Эзотерический синдром религиоведения

Беседа о проблеме религиоведения в России, научном сообществе и сайте Religo.ru

Сайту Religo.ru исполнилось три года. Мы поговорили с его главным редактором о роли религиоведов в медиа среде, академическом сообществе и будущем сайта.

© r8r

Юлия Полевая: Ты помнишь, что писал в той колонке про начало Religo?

Ивар Максутов: Нет, честно говоря, очень смутно. Которая называлась «Нужны ли нам религиоведы»?

Ю.П. Да. Там в принципе было объяснено, зачем нужен сайт Religo. Твои взгляды изменились с тех пор?
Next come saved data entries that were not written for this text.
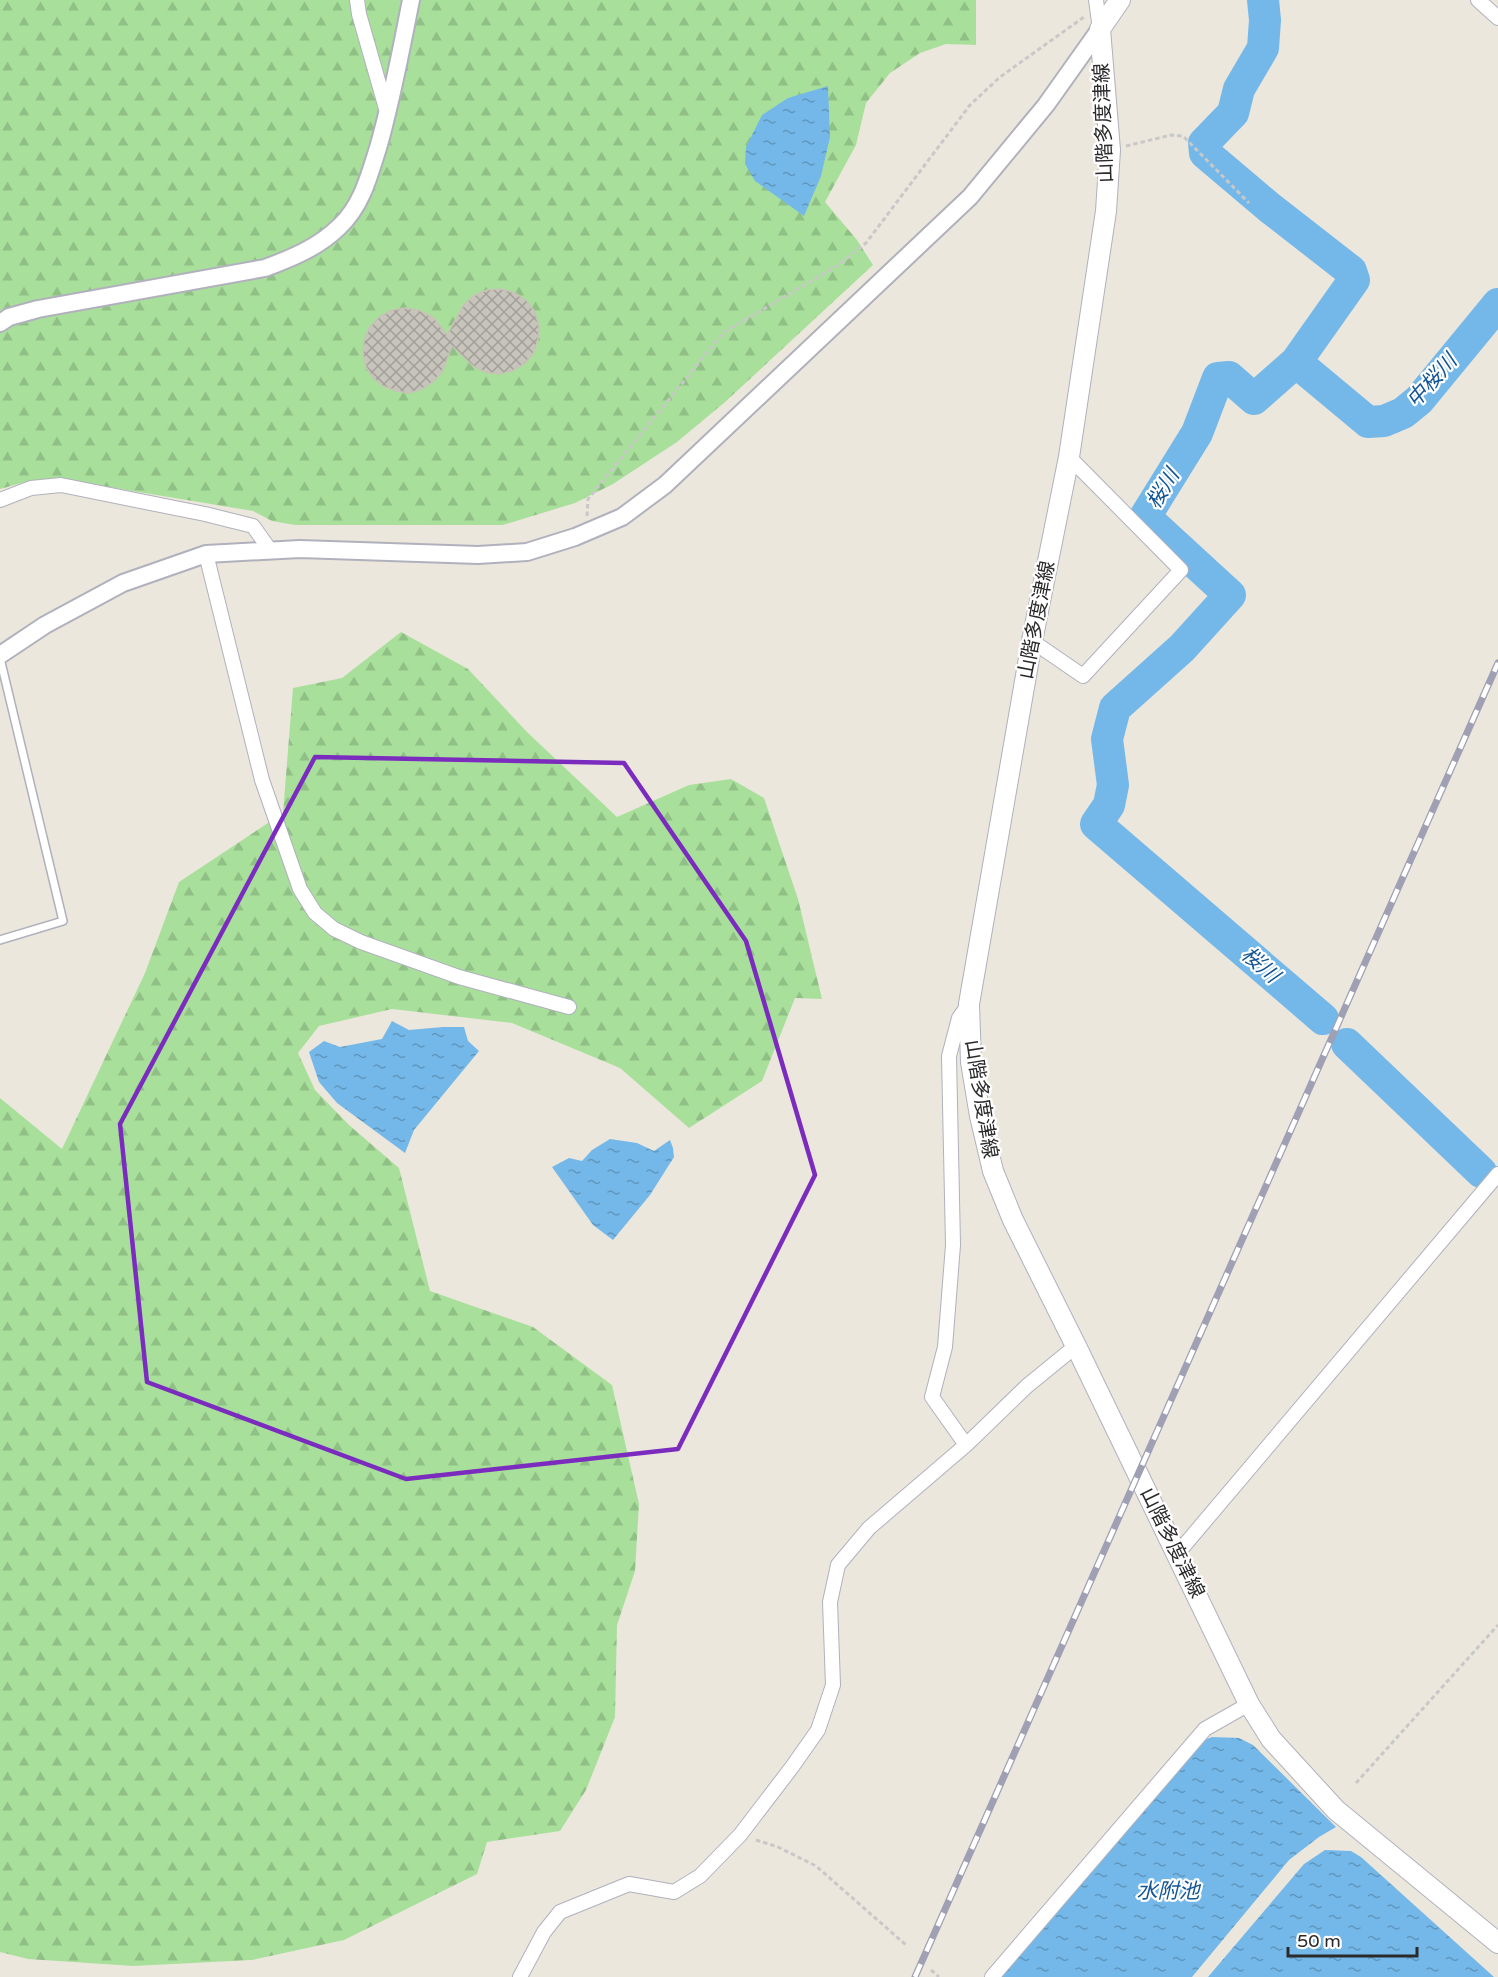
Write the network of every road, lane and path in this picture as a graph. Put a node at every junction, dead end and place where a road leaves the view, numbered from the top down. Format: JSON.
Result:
{"nodes":[{"id":1,"x":357,"y":0,"type":"edge"},
{"id":2,"x":411,"y":0,"type":"edge"},
{"id":3,"x":1120,"y":0,"type":"edge"},
{"id":4,"x":1478,"y":0,"type":"edge"},
{"id":5,"x":1097,"y":4,"type":"edge"},
{"id":6,"x":1498,"y":18,"type":"edge"},
{"id":7,"x":1100,"y":29,"type":"junction"},
{"id":8,"x":388,"y":114,"type":"junction"},
{"id":9,"x":1110,"y":150,"type":"junction"},
{"id":10,"x":1249,"y":203,"type":"dead end"},
{"id":11,"x":0,"y":323,"type":"edge"},
{"id":12,"x":1069,"y":457,"type":"junction"},
{"id":13,"x":0,"y":500,"type":"edge"},
{"id":14,"x":585,"y":533,"type":"junction"},
{"id":15,"x":270,"y":550,"type":"junction"},
{"id":16,"x":206,"y":554,"type":"junction"},
{"id":17,"x":1032,"y":641,"type":"junction"},
{"id":18,"x":0,"y":656,"type":"edge"},
{"id":19,"x":0,"y":940,"type":"edge"},
{"id":20,"x":969,"y":1004,"type":"junction"},
{"id":21,"x":568,"y":1007,"type":"dead end"},
{"id":22,"x":1498,"y":1174,"type":"edge"},
{"id":23,"x":1076,"y":1346,"type":"junction"},
{"id":24,"x":966,"y":1445,"type":"junction"},
{"id":25,"x":1177,"y":1554,"type":"junction"},
{"id":26,"x":1498,"y":1625,"type":"edge"},
{"id":27,"x":1249,"y":1704,"type":"junction"},
{"id":28,"x":1356,"y":1783,"type":"dead end"},
{"id":29,"x":740,"y":1835,"type":"junction"},
{"id":30,"x":1498,"y":1942,"type":"edge"},
{"id":31,"x":906,"y":1946,"type":"dead end"},
{"id":32,"x":931,"y":1970,"type":"dead end"},
{"id":33,"x":520,"y":1977,"type":"edge"},
{"id":34,"x":939,"y":1977,"type":"edge"},
{"id":35,"x":992,"y":1977,"type":"edge"}],
"edges":[{"from":1,"to":8,"type":"street"},
{"from":2,"to":8,"type":"street"},
{"from":3,"to":7,"type":"main road"},
{"from":4,"to":6,"type":"street"},
{"from":5,"to":7,"type":"street"},
{"from":5,"to":14,"type":"path"},
{"from":7,"to":9,"type":"main road","name":"山階多度津線"},
{"from":7,"to":14,"type":"street"},
{"from":8,"to":11,"type":"street"},
{"from":9,"to":10,"type":"path"},
{"from":9,"to":12,"type":"main road","name":"山階多度津線"},
{"from":12,"to":17,"type":"main road","name":"山階多度津線"},
{"from":12,"to":17,"type":"street"},
{"from":13,"to":15,"type":"street"},
{"from":14,"to":15,"type":"street"},
{"from":15,"to":16,"type":"street"},
{"from":16,"to":18,"type":"street"},
{"from":16,"to":21,"type":"street"},
{"from":17,"to":20,"type":"main road","name":"山階多度津線"},
{"from":18,"to":19,"type":"lane"},
{"from":20,"to":23,"type":"main road","name":"山階多度津線"},
{"from":20,"to":24,"type":"street"},
{"from":22,"to":25,"type":"street"},
{"from":23,"to":24,"type":"street"},
{"from":23,"to":25,"type":"main road","name":"山階多度津線"},
{"from":24,"to":29,"type":"street"},
{"from":25,"to":27,"type":"main road","name":"山階多度津線"},
{"from":26,"to":28,"type":"path"},
{"from":27,"to":30,"type":"main road","name":"山階多度津線"},
{"from":27,"to":35,"type":"street"},
{"from":29,"to":31,"type":"path"},
{"from":29,"to":33,"type":"street"},
{"from":32,"to":34,"type":"path"}]}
И.М. Ну, во-первых, ту колонку мало кто понял. Она, как мне казалось, предельно понятная, но в действительности люди, которые ее читали, слышали в ней совершенно разные вещи, и подчас противоречивые. Когда мы придумывали Religo, идея была до ужаса простая, что в медиа нет религиоведения. Во-первых, оно не понятно подавляющему большинству читателей различных средств массовой информации, во-вторых, отсутствует в обществе понятный статус религиоведа, то есть кто такой религиовед, чем он занимается, где он работает. В лучшем случае люди считают, что религиоведение — это какая-то теология, научная теология. Что совсем не так, разумеется. И нам было понятно, что нужно эту ситуацию менять. И поскольку мы не можем проникнуть в существующие средства массовой информации в качестве реальных агентов и участников процесса, а попадаем только в качестве комментаторов, и наши слова либо перевираются, либо каким-то образом кастрируются, то нужно создать свой ресурс, в котором мы будем предлагать религиоведческие статьи, будем рассказывать о религиоведах, где мы будем показывать, что такое религиоведение и предлагать аналитику, того, что происходит в мире религии. Был у нас какой-то опыт участия в медиа, было более ли менее понятно, как сайт выстроить и собственно мы включились в эту авантюру, которой исполнилось 3 года. Набили много шишек, много чему научились и даже повлияли на тех людей, которые о религиоведении ничего не знали, но на Religo увидели религиоведение с человеческим лицом. Кто-то считал, что это глянцевое религиоведение, потому что оно такое прилизанное, красивое, вроде как не проблемное и не научное. А надо сказать, что в религиоведческом пространстве и вообще в медиа сегодня в принципе нет хороших религиоведческих ресурсов. Часть людей считали, что Religo станет научным сайтом, а мы все-таки видели его цель в первую очередь в донесении до широкой аудитории информации о том, что такое религиоведение, с чем его едят. Мы предполагали, что какая-то часть «тяжелого» контента там будет, но она не будет доминировать. И поэтому в первой колонке посыл «нужны ли нам религиоведы» подспудно предполагал, что религиоведы не нужны сейчас, потому что они не понятны, но нужно сделать их понятными, и тогда они будут нужны.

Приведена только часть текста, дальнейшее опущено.